BEGIN Data shown

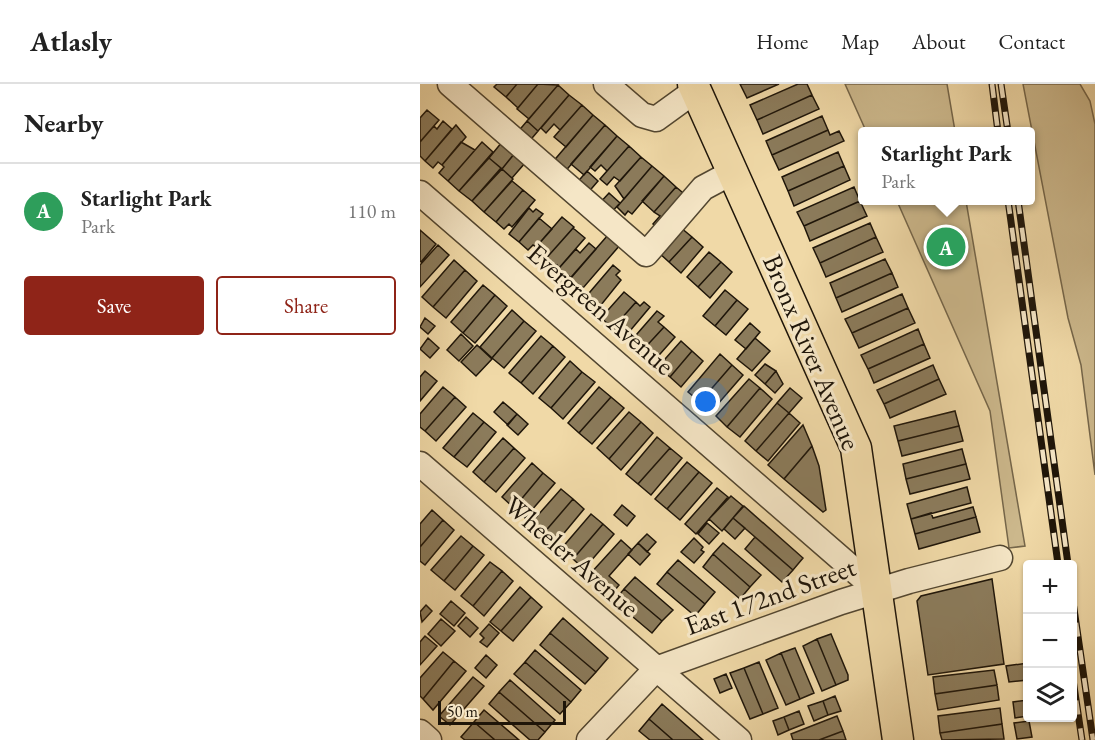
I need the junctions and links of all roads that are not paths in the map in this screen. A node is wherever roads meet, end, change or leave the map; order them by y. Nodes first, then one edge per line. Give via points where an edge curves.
1 (450, 84) edge
2 (606, 84) edge
3 (695, 87) edge
4 (733, 172) junction
5 (420, 193) edge
6 (420, 464) edge
7 (1000, 558) dead end
8 (877, 590) junction
9 (656, 669) junction
10 (420, 732) edge
11 (429, 740) edge
12 (589, 740) edge
13 (739, 740) edge
14 (898, 740) edge

1 - 4 street via 646,254 703,188
2 - 3 street via 642,115 656,119
3 - 4 main road, Bronx River Avenue
4 - 8 main road, Bronx River Avenue via 856,448
5 - 8 street, Evergreen Avenue
6 - 9 street, Wheeler Avenue
7 - 8 street, East 172nd Street
8 - 9 street, East 172nd Street
8 - 14 main road, Bronx River Avenue
9 - 12 street, East 172nd Street
9 - 13 street, Wheeler Avenue
10 - 11 street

END Data shown

Task brief:
Although the records contain pictures, only the text should be copied, exactly as it stands.

Your response:
I need the junctions and links of all roads that are not paths in the map in this screen. A node is wherever roads meet, end, change or leave the map; order them by y. Nodes first, then one edge per line. Give via points where an edge curves.
1 (450, 84) edge
2 (606, 84) edge
3 (695, 87) edge
4 (733, 172) junction
5 (420, 193) edge
6 (420, 464) edge
7 (1000, 558) dead end
8 (877, 590) junction
9 (656, 669) junction
10 (420, 732) edge
11 (429, 740) edge
12 (589, 740) edge
13 (739, 740) edge
14 (898, 740) edge

1 - 4 street via 646,254 703,188
2 - 3 street via 642,115 656,119
3 - 4 main road, Bronx River Avenue
4 - 8 main road, Bronx River Avenue via 856,448
5 - 8 street, Evergreen Avenue
6 - 9 street, Wheeler Avenue
7 - 8 street, East 172nd Street
8 - 9 street, East 172nd Street
8 - 14 main road, Bronx River Avenue
9 - 12 street, East 172nd Street
9 - 13 street, Wheeler Avenue
10 - 11 street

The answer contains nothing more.